# oscar fish and piranhas



## jacks (Aug 6, 2007)

has anyone ever kept an oscar with piranhas and had any luck, tankmates?

if so what size of piranha and what size of oscar and tanksize

thks


----------



## Malawi- (Oct 21, 2008)

Lots of people have tried this with mixed results. Majority of the time the piranha will nip and harass the oscar until he dies or is moved. But, if your set on trying it, 100g+ tank, and have the oscar twicw the size of the piranha. Unless you do more then 1 of each specimen.


----------



## NeXuS (Aug 16, 2006)

i tried to keep an oscar with my piranhas in a 120g i had no luck he was atleast 4x the size of them but eventually the piranhas grew stressed him out then i came home one day to a oscar that was half eaten. it will last for a while but eventually the piranhas will get the best of the oscar.


----------



## MiGsTeR (Jan 19, 2008)

I had no luck with oscars. I tried it with jack dempseys and 1 lasted for 10 min and one for 1 weeks. Exodons and plecos are working out fine with me tho.


----------



## Malawi- (Oct 21, 2008)

Its pretty simple, don't put anything in the tank your not willing to lose. I'd suggest nothing but piranhas.


----------



## Mettle (Dec 29, 2003)

The piranhas will nip away at the oscar as all the others have said. Sometimes if the oscar is too big he'll eat the piranhas, haha.

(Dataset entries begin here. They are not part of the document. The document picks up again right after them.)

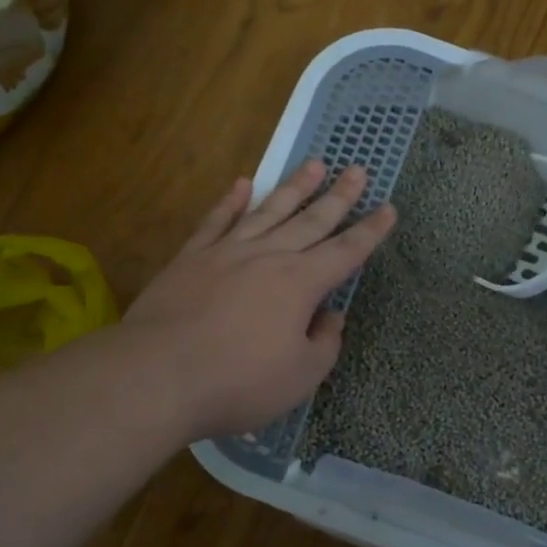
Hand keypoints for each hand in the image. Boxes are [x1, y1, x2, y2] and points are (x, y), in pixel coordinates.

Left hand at [122, 160, 397, 439]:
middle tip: (358, 169)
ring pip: (268, 210)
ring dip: (294, 188)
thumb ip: (324, 343)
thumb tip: (331, 317)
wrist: (158, 374)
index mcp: (300, 284)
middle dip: (339, 197)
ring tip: (315, 164)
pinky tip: (242, 184)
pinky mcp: (191, 257)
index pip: (346, 251)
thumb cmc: (238, 382)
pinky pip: (216, 220)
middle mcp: (268, 256)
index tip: (388, 208)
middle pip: (311, 221)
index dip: (371, 231)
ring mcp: (227, 252)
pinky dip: (230, 201)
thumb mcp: (300, 377)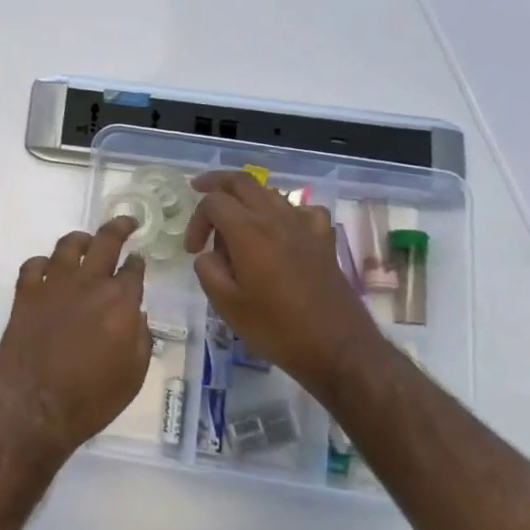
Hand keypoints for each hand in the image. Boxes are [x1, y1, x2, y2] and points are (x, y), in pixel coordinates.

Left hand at [0, 217, 152, 457]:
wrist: (35, 406)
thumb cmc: (91, 398)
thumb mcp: (133, 375)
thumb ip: (141, 338)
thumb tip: (137, 314)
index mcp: (120, 302)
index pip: (134, 269)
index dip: (138, 263)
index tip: (139, 261)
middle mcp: (88, 284)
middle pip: (105, 241)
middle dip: (119, 227)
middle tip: (127, 223)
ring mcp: (54, 285)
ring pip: (68, 245)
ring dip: (81, 239)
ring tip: (86, 241)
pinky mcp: (25, 294)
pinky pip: (34, 265)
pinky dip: (43, 263)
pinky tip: (48, 270)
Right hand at [183, 171, 388, 393]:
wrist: (337, 348)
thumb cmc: (277, 329)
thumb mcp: (227, 305)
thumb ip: (207, 270)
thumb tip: (209, 255)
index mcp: (249, 232)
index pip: (214, 202)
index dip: (196, 221)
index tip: (192, 250)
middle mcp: (276, 218)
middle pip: (242, 181)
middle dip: (215, 183)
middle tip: (198, 189)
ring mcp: (304, 226)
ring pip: (269, 192)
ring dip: (246, 198)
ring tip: (234, 221)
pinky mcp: (323, 240)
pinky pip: (301, 210)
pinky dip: (284, 212)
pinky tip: (280, 230)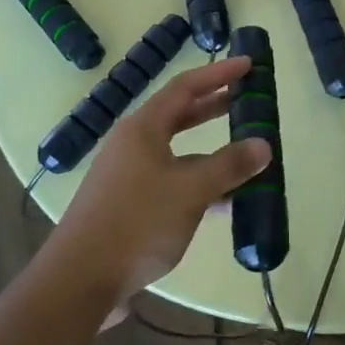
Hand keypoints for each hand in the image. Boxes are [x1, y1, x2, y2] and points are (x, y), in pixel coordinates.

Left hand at [54, 58, 271, 304]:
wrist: (80, 280)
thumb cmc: (136, 223)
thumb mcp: (190, 190)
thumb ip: (229, 165)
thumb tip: (263, 145)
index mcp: (143, 129)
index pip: (185, 87)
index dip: (218, 74)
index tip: (248, 64)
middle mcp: (133, 146)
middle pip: (179, 115)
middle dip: (215, 106)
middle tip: (248, 99)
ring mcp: (129, 176)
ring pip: (178, 153)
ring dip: (211, 152)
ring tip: (246, 155)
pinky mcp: (129, 206)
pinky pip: (172, 182)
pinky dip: (199, 184)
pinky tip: (224, 203)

But that's far more rare and the size different has to be considerable.


----------



## dood (Jan 7, 2005)

Exodons[6] also 1 pleco and two chinese algae eaters have lived with my two 12"piranhas happily for over a year now


----------



## wpviper (Jun 25, 2007)

i had a big jd in my tank for a long time but they fought over places and the jd finaly got it i aso tryed oscars back when i had them and he killed to reds of the same size


----------



## jacks (Aug 6, 2007)

wpviper said:


> i had a big jd in my tank for a long time but they fought over places and the jd finaly got it i aso tryed oscars back when i had them and he killed to reds of the same size


just alittle feedback on this one

the two oscars are still alive i am suprised,


----------



## tylernorton (Mar 7, 2009)

i bought a 12" oscar and put him in with my four reb bellies and he lasted about a month.. came downstairs one morning and all that was left was a head


----------



## iLucas (Oct 6, 2008)

if you keep everyone fed, you should be able to maintain for at least a few months, only if you need to.


----------



## philbert (Mar 8, 2007)

my ex gf's dad had 2 piraya and an oscar in her tank for at least 3 years and last i new(~2000/2001) everything was cool. it was a 180g i believe. its pretty rare tho that it works. i think that it worked bc ppl fed them a few pellets many times a day. there was a lot of rock and driftwood in the tank too.


----------